Argument à l’appui, le conférencier a fait référence au classement établi par l’université Harvard qui indique que le Maroc est doté de l’indice de complexité économique le plus faible, en occupant le 81ème rang sur 133 pays.

En termes plus clairs, 4% des entreprises marocaines s’adonnent à la recherche et développement avec 50 brevets enregistrés annuellement, alors à titre d’exemple,  5000 brevets sont déposés annuellement en Turquie.  Idem en ce qui concerne le secteur des startups. En comparaison avec le Kenya,  les startups  font annuellement une levée de fonds estimée à 800 millions de dollars. Cependant  les startups marocaines ne dépassent à peine les 17 millions de dollars, a-t-il fait remarquer.

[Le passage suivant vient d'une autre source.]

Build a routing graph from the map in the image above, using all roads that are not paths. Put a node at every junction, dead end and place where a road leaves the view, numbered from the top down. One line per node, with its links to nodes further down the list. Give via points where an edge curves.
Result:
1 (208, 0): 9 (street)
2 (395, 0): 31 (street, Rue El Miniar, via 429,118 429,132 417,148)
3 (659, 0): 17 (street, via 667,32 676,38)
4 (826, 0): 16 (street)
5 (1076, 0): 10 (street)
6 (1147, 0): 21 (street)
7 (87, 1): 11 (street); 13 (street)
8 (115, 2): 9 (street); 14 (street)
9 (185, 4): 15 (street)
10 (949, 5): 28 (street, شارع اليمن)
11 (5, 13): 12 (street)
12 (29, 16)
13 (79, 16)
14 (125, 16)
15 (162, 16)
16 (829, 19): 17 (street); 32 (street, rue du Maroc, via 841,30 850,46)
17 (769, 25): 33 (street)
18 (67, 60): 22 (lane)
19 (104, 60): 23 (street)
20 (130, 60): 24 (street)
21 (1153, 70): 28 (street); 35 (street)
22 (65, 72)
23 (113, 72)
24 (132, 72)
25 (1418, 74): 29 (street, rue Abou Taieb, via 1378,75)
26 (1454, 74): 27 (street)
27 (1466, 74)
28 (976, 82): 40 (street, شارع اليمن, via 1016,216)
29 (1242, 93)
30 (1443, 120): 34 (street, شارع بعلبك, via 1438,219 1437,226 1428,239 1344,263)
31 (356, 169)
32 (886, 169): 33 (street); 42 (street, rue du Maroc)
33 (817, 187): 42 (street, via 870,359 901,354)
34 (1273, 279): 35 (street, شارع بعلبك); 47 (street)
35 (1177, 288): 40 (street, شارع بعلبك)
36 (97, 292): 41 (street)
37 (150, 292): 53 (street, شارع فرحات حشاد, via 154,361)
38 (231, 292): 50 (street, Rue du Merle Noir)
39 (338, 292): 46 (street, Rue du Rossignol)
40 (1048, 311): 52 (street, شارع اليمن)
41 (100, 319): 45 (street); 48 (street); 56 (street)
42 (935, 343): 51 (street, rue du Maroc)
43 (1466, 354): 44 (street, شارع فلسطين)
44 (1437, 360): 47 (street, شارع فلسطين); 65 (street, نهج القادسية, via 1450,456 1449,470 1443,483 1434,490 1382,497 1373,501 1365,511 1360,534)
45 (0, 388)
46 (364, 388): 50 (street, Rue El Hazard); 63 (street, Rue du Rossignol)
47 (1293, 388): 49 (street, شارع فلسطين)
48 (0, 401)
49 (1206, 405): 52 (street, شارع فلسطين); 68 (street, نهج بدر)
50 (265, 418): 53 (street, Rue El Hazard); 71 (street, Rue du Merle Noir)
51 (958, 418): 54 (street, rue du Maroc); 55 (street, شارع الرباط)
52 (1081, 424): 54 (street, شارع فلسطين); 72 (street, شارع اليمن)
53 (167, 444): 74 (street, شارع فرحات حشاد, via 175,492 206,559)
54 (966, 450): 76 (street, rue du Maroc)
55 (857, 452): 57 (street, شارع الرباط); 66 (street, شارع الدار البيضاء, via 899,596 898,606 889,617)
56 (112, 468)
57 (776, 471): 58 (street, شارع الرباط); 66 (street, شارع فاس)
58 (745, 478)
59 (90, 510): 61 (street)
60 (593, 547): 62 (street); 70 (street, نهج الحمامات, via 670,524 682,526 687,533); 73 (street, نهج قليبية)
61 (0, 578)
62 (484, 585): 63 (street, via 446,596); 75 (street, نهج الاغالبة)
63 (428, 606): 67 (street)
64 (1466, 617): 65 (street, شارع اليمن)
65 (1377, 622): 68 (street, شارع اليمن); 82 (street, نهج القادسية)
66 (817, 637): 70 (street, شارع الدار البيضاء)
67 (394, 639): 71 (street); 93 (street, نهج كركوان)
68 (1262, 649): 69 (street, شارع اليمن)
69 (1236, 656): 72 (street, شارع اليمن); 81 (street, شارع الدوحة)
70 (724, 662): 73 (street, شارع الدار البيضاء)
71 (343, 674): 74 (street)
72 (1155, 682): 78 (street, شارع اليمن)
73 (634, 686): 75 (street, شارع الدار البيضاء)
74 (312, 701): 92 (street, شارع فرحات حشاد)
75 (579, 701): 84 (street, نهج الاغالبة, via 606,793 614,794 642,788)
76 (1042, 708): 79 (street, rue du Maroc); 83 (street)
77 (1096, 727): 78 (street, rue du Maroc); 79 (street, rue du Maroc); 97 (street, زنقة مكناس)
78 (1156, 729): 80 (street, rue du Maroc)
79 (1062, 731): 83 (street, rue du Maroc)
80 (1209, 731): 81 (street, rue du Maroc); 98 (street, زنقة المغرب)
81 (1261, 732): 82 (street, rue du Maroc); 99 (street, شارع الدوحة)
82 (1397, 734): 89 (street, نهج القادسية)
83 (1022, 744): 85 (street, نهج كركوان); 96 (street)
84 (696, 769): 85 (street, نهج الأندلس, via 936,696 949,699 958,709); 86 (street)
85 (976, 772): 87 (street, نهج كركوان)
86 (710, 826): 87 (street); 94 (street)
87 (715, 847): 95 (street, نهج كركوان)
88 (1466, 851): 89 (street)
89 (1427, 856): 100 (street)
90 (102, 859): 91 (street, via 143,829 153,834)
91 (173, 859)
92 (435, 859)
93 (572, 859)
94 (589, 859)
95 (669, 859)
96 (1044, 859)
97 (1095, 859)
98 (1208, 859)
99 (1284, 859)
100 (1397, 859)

En s’attelant sur les faiblesses qui entravent le développement de la culture entrepreneuriale, le conférencier a mis en avant certains facteurs de blocages de l’acte d’investissement, notamment le coût excessif de la production  (énergie, financement). Sans omettre le coût élevé de transaction, qui est lié à l’administration et à la réglementation.

Dans cette optique, l’intervenant a relevé la question de l’environnement des affaires, basée sur une logique rentière.

C’est un environnement qui « ne favorise pas la libre concurrence et privilégie les barrières administratives tout en privilégiant les situations monopolistiques et oligopolistiques  », a-t-il martelé. Et de poursuivre : « les politiques publique incitatives n’ont pas favorisé l’entreprenariat. Elles ont privilégiée plutôt des secteurs rentiers, ce qui paralyse le développement de la culture d’entreprenariat».

Parer à une telle situation, « le gouvernement doit revoir de fond en comble sa politique de développement, qui malheureusement s’inscrit actuellement  aux antipodes des recommandations du nouveau modèle de développement », a insisté le conférencier.